By Jim Hamrick
The last week of December 2019 found avid Vicksburg area goose hunters Neil Kreamalmeyer, grandson Michael Wright Jr. and long-time hunting partner Jack Smith in preparation mode for the hunt.
The last weekend of December, Saturday, thee 28th, and Sunday, the 29th, is set aside as a late goose season. This is to allow reduction of the local population which no longer migrates and allows a last chance for waterfowl hunters to enjoy their sport. Hunters are allowed to harvest three Canada geese during the two days.
Kreamalmeyer and his team covered many miles in advance, scouting for fields that geese were using for daytime activities. Eventually a field holding large numbers of birds was selected. Locating the owner and obtaining permission to hunt was a challenge. They did get permission and the owner even offered information about an irrigation pond the geese were using. This pond turned out to be a perfect hunting location.
The day before the hunt was set-up day. Kreamalmeyer used an A-frame blind for hunter concealment. Once the blind was up and secure, it was covered with local foliage from the field for camouflage. A spread of 140 decoys was set out to put arriving geese at ease and encourage them to join the group already on the ground. The site was ready and the tired hunters called it a day.
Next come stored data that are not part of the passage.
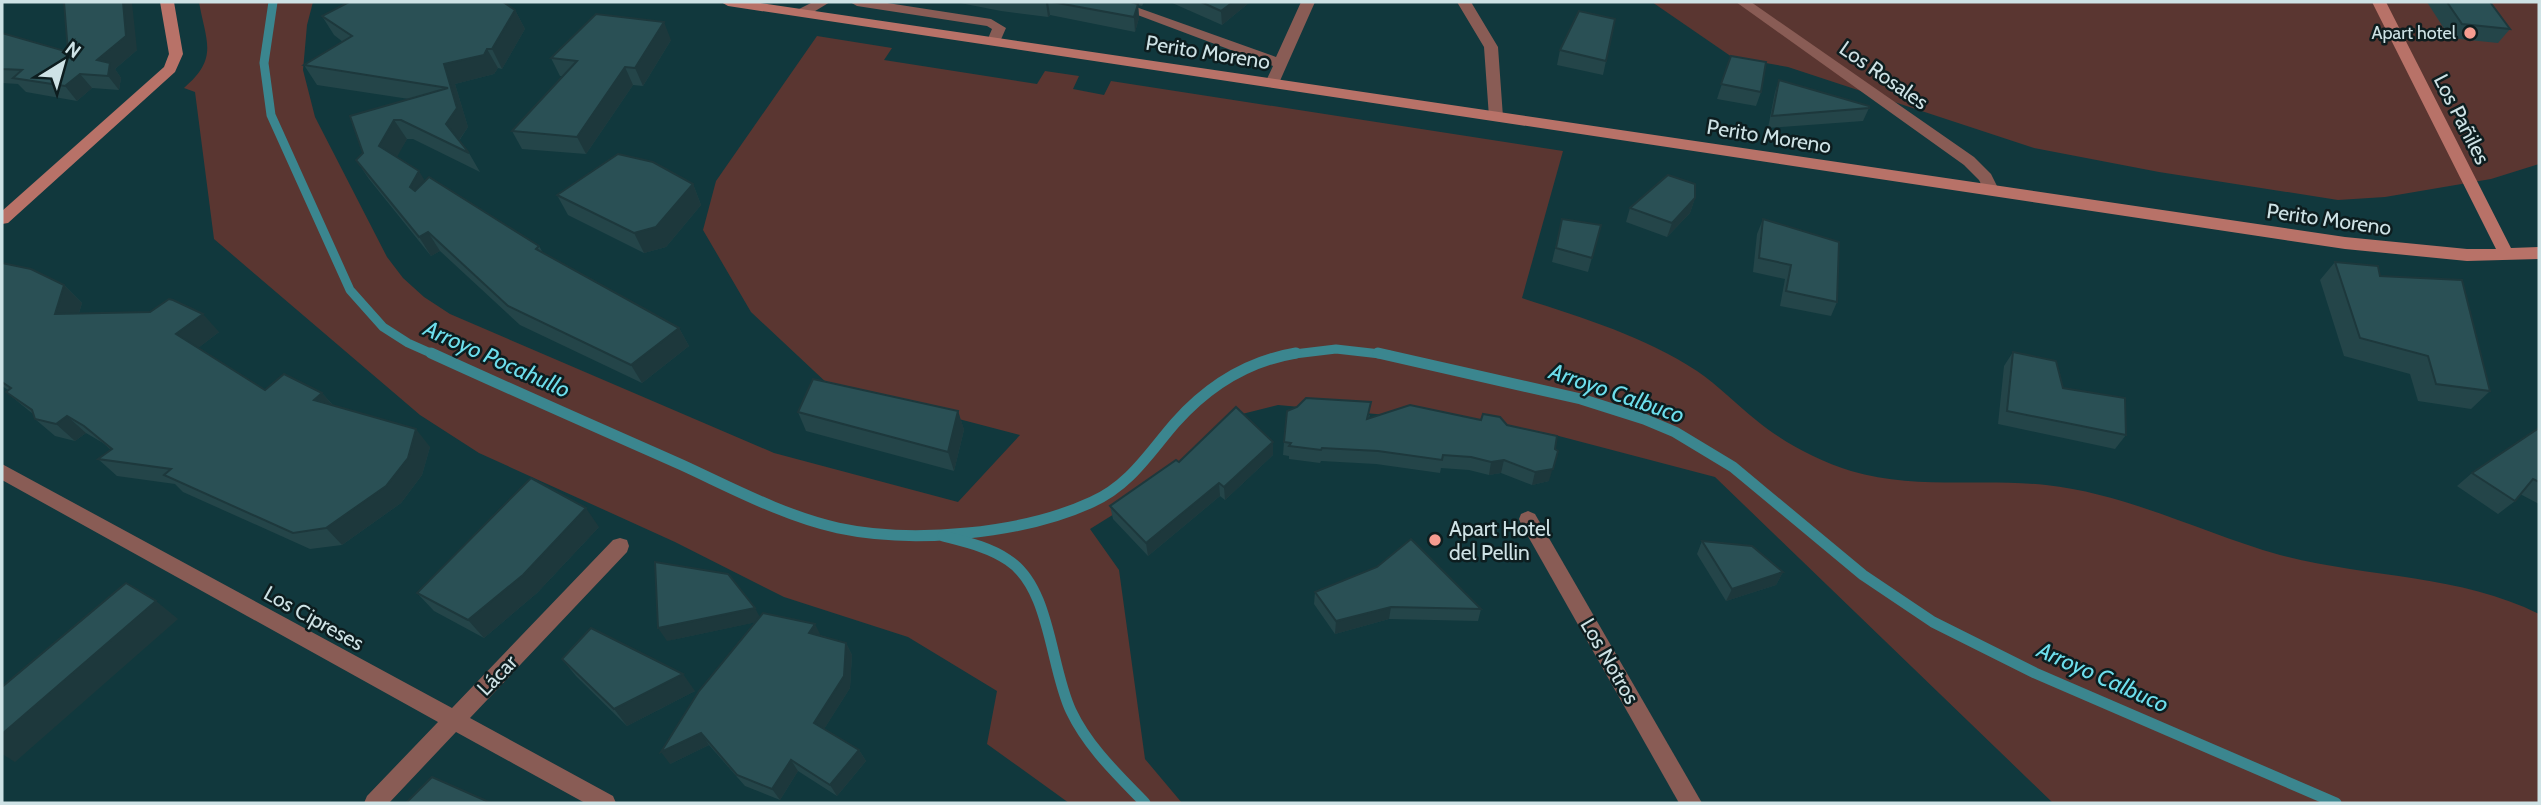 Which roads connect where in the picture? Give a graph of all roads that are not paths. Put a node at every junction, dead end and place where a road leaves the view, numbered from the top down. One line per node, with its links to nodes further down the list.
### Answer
1 (167, 2): 15 (main road)
2 (728, 2): 10 (main road, Perito Moreno)
3 (823, 2): 10 (street)
4 (864, 2): 11 (street)
5 (1110, 2): 12 (street)
6 (1308, 2): 12 (street)
7 (1464, 2): 14 (street)
8 (1743, 2): 16 (street, Los Rosales)
9 (2379, 2): 20 (main road, Los Pañiles)
10 (802, 13): 11 (main road, Perito Moreno)
11 (994, 41): 13 (main road, Perito Moreno)
12 (1281, 64): 13 (street)
13 (1272, 83): 14 (main road, Perito Moreno)
14 (1496, 117): 16 (main road, Perito Moreno)
15 (47, 180): 17 (main road); 18 (main road)
16 (1991, 190): 20 (main road, Perito Moreno)
17 (2, 210)
18 (2, 219)
19 (2539, 253): 20 (main road, Perito Moreno)
20 (2507, 255)
21 (2, 471): 24 (street, Los Cipreses)
22 (1528, 519): 27 (street, Los Notros)
23 (620, 547): 24 (street, Lácar)
24 (453, 721): 25 (street, Lácar); 26 (street, Los Cipreses)
25 (375, 803)
26 (605, 803)
27 (1691, 803) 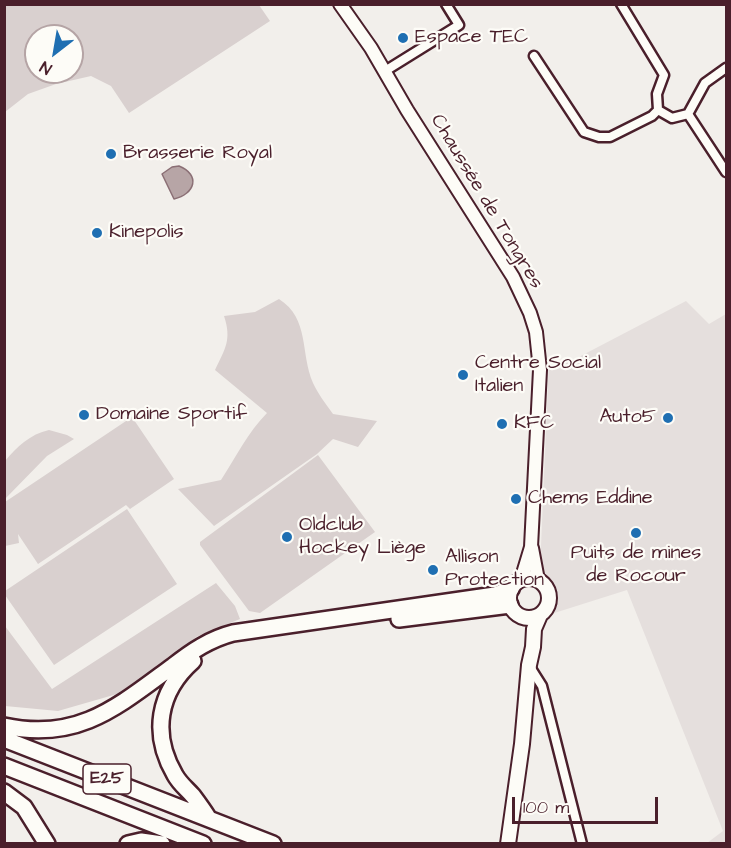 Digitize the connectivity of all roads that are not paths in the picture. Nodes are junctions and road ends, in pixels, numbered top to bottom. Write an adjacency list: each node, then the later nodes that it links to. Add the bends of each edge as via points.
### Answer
1 (340, 4): 6 (main road, Chaussée de Tongres)
2 (446, 4): 6 (street, via 459,25)
3 (621, 4): 7 (street, via 664,75 657,94)
4 (534, 56): 7 (street, via 584,132 610,137)
5 (726, 68): 8 (street, via 705,83)
6 (385, 71): 10 (main road, Chaussée de Tongres, via 513,278 536,332 540,370)
7 (658, 110): 8 (street, via 672,118)
8 (687, 114): 9 (street)
9 (726, 172)
10 (531, 547): 11 (main road, Chaussée de Tongres); 12 (main road, Chaussée de Tongres)
11 (538, 580): 12 (main road, via 531,578); 14 (main road, via 548,591 549,600)
12 (516, 585): 13 (main road, via 509,597); 16 (highway, via 495,595 225,635 202,645 93,720 52,730)
13 (514, 610): 14 (main road, via 530,618); 15 (main road, via 524,629); 20 (highway, via 237,640 209,649 174,680 166,694 160,726 174,773)
14 (540, 615): 15 (main road)
15 (529, 665): 27 (main road); 28 (street, via 542,686)
16 (4, 726)
17 (4, 739): 20 (highway, E25)
18 (4, 766): 21 (highway, E25)
19 (4, 792): 22 (highway, via 24,807)
20 (209, 819): 26 (highway, E25)
21 (198, 842): 25 (highway)
22 (47, 843)
23 (128, 843): 24 (highway)
24 (162, 843)
25 (176, 843)
26 (273, 843)
27 (508, 843)
28 (582, 843) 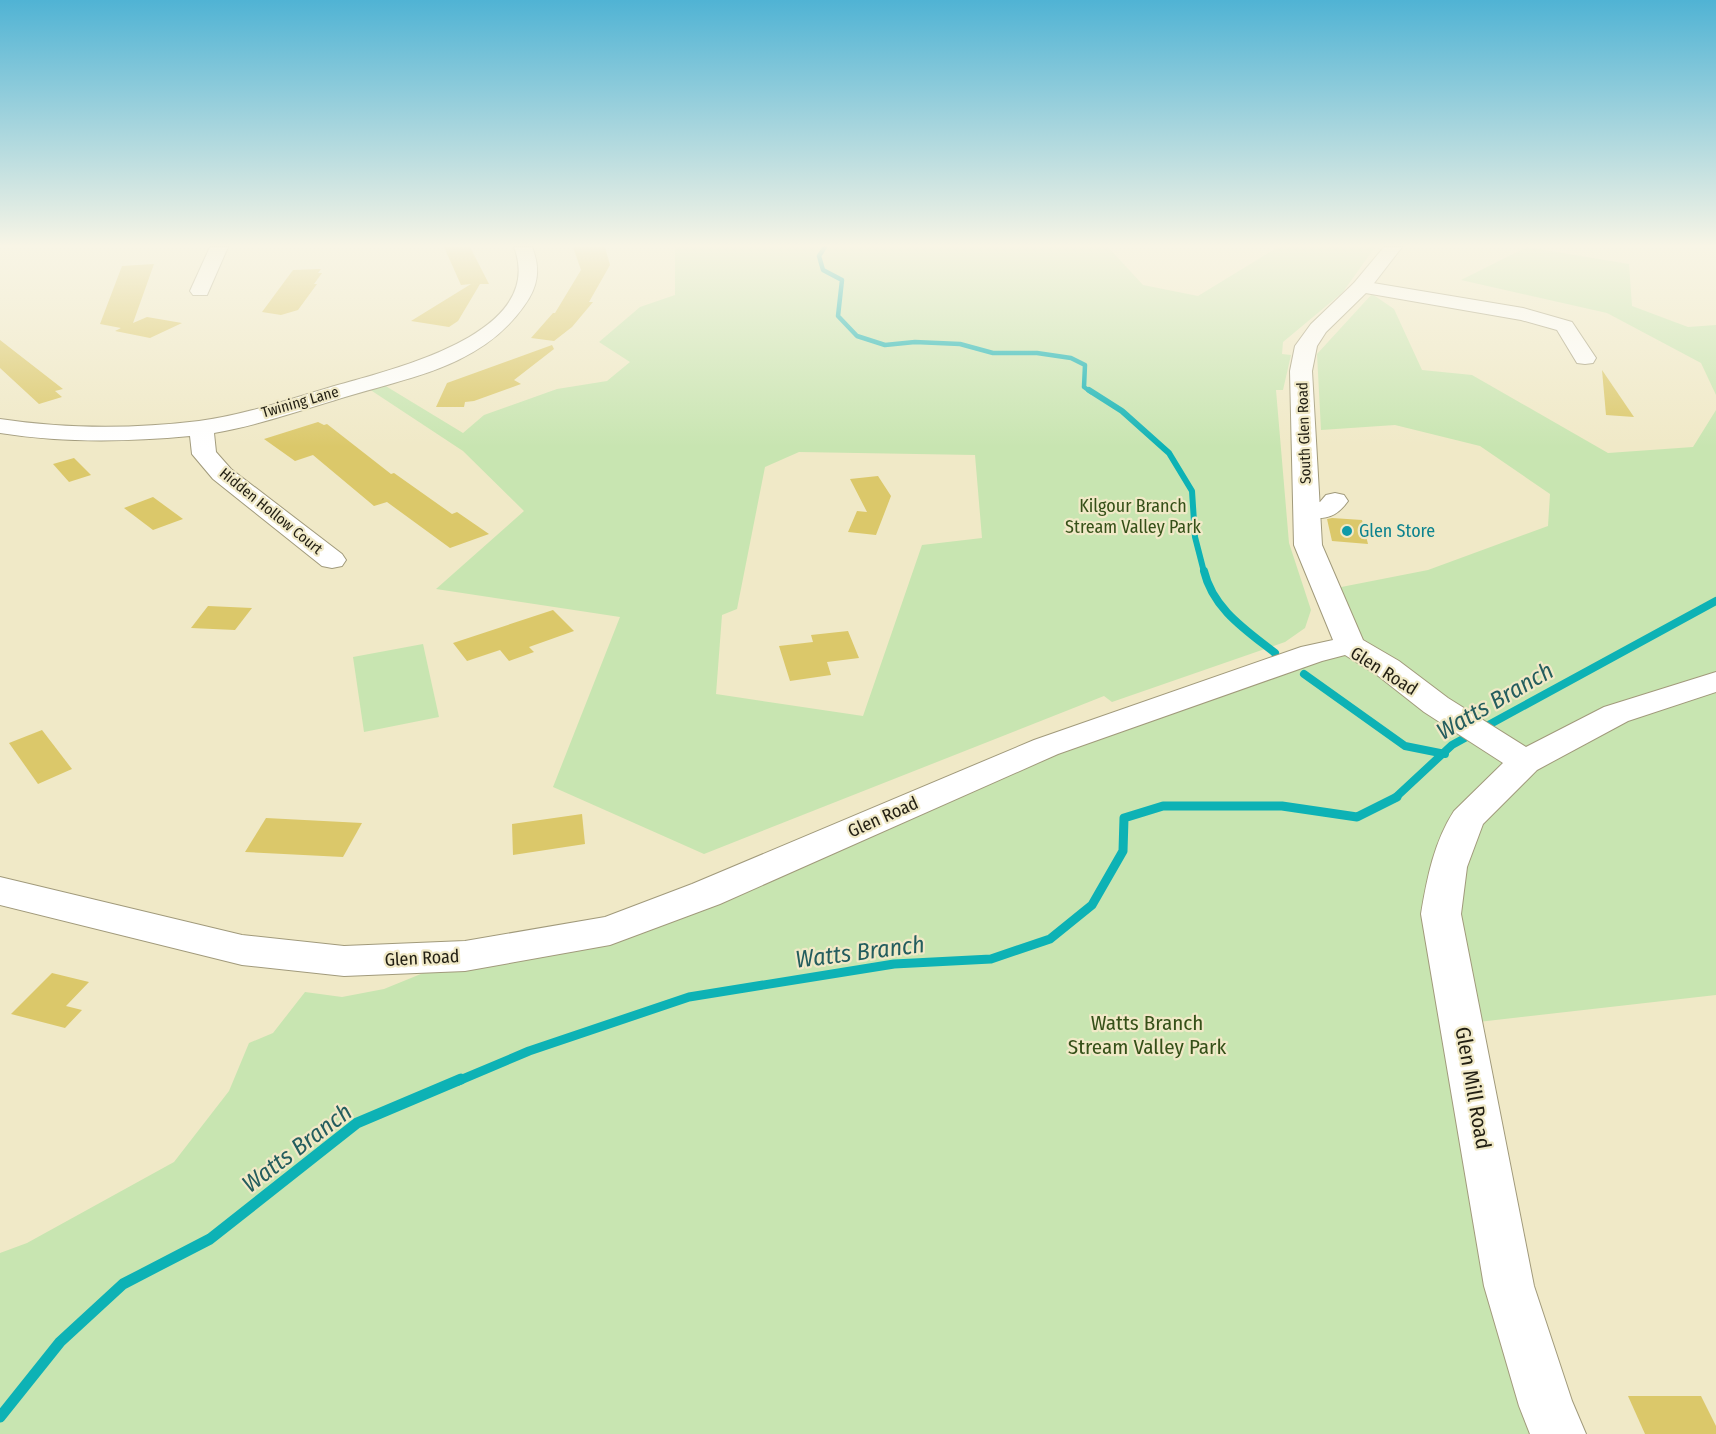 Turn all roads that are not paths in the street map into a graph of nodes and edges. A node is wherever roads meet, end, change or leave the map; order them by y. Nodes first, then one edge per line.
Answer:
1 (508, 314) edge
2 (1332, 314) edge
3 (1523, 314) edge
4 (1585, 358) dead end
5 (0, 426) edge
6 (201, 428) junction
7 (1335, 501) dead end
8 (1307, 509) junction
9 (332, 560) dead end
10 (1350, 645) junction
11 (1716, 682) edge
12 (1510, 753) junction
13 (0, 891) edge
14 (1558, 1434) edge

1 - 6 main road, Twining Lane
2 - 8 main road, South Glen Road
3 - 4 main road
5 - 6 main road, Twining Lane
6 - 9 main road, Hidden Hollow Court
7 - 8 main road
8 - 10 main road, South Glen Road
10 - 12 main road, Glen Road
10 - 13 main road, Glen Road
11 - 12 main road
12 - 14 main road, Glen Mill Road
At 5 a.m. on Saturday, the hunters were up with minimal sleep. Anticipation makes sleep a hard commodity to come by, they say. Coffee, snacks and other comfort items were packed. They stopped by a local 24-hour eatery for a ritual glazed doughnut to complete preparations.
Arriving at the hunting location set off a flurry of activity. Headlamps, tools (guns), calls and comfort items were placed in the blind. The spread was checked and floater decoys put out. A flight of ducks left the pond that sat through all of the guys’ early activity. Their truck was moved away with “shooting light” approaching. Their places were occupied in the blind, tools (guns) on the ready. Jack forgot his calls, so he had to run to the truck and back.
Action began immediately, tools (guns) had just been loaded with (go fast-non-toxic fodder) no lead-shot shells, when four mallard ducks showed up. Kreamalmeyer called them in to range; one was downed. A lull in activity saw coffee and doughnuts were all out but Wright spied a flock of geese inbound. Only one was downed from the group. The advancing morning brought more and more birds. The shooting improved and at 8:45 a nine-bird limit was filled.
Three happy hunters collected their harvest and equipment. “Grandpa, we won!” shouted Kreamalmeyer’s grandson. He reported they didn’t win the next day. That is why it is called hunting!
The birds were taken to Stubby’s in Vicksburg or Barrett’s in Portage for processing into sausage or jerky.
Kreamalmeyer has harvested over 400 birds and collected 90 leg and neck collars. Collected collars reported to wildlife biologists help track the population and health of the flocks.
Kreamelmeyer was born and raised in Vicksburg, worked 30 years at Simpson Paper and retired from AM General military Humvee support team in 2018. His hobbies are hunting, shooting and fishing. He is also a certified fast pitch softball official.